Totenopfer und Seelenmaß an Allerseelen
Augsburg/dpa. - Brotopfer für die armen Seelen bestimmten lange die religiöse Tradition an Allerseelen (2. November). Heute erinnern nur noch symbolische Gesten im Rahmen der Seelenmessen an dieses Brauchtum.
Bis ins frühe letzte Jahrhundert wurden Anfang November Seelenbrezen an Grabkreuze gehängt. Der Augsburger Heimatpfleger Walter Pötzl beschreibt diesen Brauch so: «Das Brotopfer am Grab geschieht der armen Seelen wegen. Im Volksglauben war die Vorstellung fest verwurzelt, dass die Toten an Allerseelen für kurze Zeit an den Ort ihres früheren Lebens zurückkehren und dann wie Lebende Anspruch auf Speis und Trank haben.»
Das große Totengedächtnis an Allerheiligen und Allerseelen geht auf den Abt Odilo von Cluny (994-1048) zurück. Er hatte für alle seine Klöster bestimmt, dass am Tag nach dem Allerheiligenfest das Gedächtnis aller verstorbenen Gläubigen durch Messen, Psalmen und Almosen zu begehen ist. Bis sich dieses Totengedächtnis aber durchgesetzt hat, vergingen noch Jahrhunderte. Die ältesten Kalender der Diözese Augsburg aus dem 12. Jahrhundert kennen Allerseelen als Totengedenktag noch nicht. Erst im 15. Jahrhundert und dann im späten Mittelalter wurde der Arme-Seelen-Kult am 2. November beherrschend.
Die ursprünglich den Toten zugedachten Speisen wurden an Arme verteilt. Im 17. Jahrhundert wurde das Mehl an Allerheiligen zu den festen Einkünften von Lehrern und Mesnern gerechnet, berichtet Pötzl. So ist aus dem Jahr 1617 belegt, dass die Schulmeister von Zusmarshausen und Dinkelscherben das an Allerseelen geopferte Mehl zur Lehrerbesoldung erhielten. Zum Allerseelengebäck gehörte auch der Seelenwecken. Dieser als Zopf gebackene Teig - er sollte ein Abbild der Seele darstellen - wurde vor allem im Allgäu den Kindern nach dem Friedhofsgang von den Patenonkeln geschenkt.
Die «Seelenmaß» als typisch bayerischer Allerheiligenbrauch gibt es nur noch in alten Aufzeichnungen. Wirtshäuser auf dem Land gaben an Allerheiligen an ihre Stammgäste eine Maß Freibier aus. Vor dem ersten Schluck hieß es nicht wie üblich «Prost», sondern: «Vergelt's Gott für die armen Seelen». Und noch ein vergessener Brauch: An Allerseelen durften Türen nicht fest zugeschlagen werden, weil eine arme Seele eingeklemmt werden könnte, die kurz zurück gekommen ist.

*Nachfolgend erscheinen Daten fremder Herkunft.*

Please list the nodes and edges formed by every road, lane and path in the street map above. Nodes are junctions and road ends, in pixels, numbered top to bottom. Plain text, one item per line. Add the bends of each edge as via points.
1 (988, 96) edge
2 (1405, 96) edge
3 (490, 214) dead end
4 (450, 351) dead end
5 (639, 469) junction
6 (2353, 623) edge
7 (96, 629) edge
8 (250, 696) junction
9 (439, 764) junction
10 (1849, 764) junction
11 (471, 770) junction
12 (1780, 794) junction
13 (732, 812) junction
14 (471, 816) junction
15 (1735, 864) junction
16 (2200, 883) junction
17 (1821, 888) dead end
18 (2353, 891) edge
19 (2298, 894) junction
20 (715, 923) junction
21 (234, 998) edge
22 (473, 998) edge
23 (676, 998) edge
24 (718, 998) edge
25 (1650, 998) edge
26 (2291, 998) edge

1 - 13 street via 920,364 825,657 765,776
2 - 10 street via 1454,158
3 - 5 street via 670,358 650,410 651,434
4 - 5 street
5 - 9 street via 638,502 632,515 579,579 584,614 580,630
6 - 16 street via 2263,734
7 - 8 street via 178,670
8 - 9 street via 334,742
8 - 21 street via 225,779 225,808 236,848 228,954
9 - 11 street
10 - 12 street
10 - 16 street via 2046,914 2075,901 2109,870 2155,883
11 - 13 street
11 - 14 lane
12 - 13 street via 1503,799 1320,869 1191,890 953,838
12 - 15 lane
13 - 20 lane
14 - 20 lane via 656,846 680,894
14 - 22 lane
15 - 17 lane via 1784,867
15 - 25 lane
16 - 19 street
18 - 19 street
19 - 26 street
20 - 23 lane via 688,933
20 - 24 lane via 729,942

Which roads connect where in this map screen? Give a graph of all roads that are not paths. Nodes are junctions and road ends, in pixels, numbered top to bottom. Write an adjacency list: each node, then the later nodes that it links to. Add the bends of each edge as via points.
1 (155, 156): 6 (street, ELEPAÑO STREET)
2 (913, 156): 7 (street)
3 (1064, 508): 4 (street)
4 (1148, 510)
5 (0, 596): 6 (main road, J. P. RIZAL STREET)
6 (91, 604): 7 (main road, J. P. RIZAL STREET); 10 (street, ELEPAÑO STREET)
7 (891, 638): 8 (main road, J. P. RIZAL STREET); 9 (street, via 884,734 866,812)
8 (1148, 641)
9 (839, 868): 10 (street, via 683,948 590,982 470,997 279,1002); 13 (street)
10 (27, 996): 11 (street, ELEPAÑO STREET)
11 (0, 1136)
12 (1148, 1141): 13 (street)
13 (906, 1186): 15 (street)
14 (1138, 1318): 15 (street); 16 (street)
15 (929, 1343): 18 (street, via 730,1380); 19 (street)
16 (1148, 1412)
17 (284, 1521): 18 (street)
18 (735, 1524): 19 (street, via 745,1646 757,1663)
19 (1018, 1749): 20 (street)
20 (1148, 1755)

Der «düstere November» mit dem Totengedenken, Volkstrauertag und Totensonntag hat mystische Wurzeln. Nach keltischer Vorstellung endete mit dem Monatsbeginn die Herrschaft des Sonnengottes. Der Totengott übernahm das Regiment und begleitete die in diesem Jahr Gestorbenen ins Totenreich. Die Kelten glaubten, mit Feuer und Hexenmasken böse Geister und Dämonen vertreiben zu können, damit die guten Seelen zu ihrer Ruhe kommen. Die in Mode gekommenen Halloween- Feste gehen auch auf diese mystischen Ursprünge zurück. Dazu gehört das Aushöhlen frischer Kürbisse zu Totenköpfen, die von innen mit einer Kerze beleuchtet werden und in der oft nebligen Dämmerung ein dämonisch-fratzenhaftes Grinsen zeigen.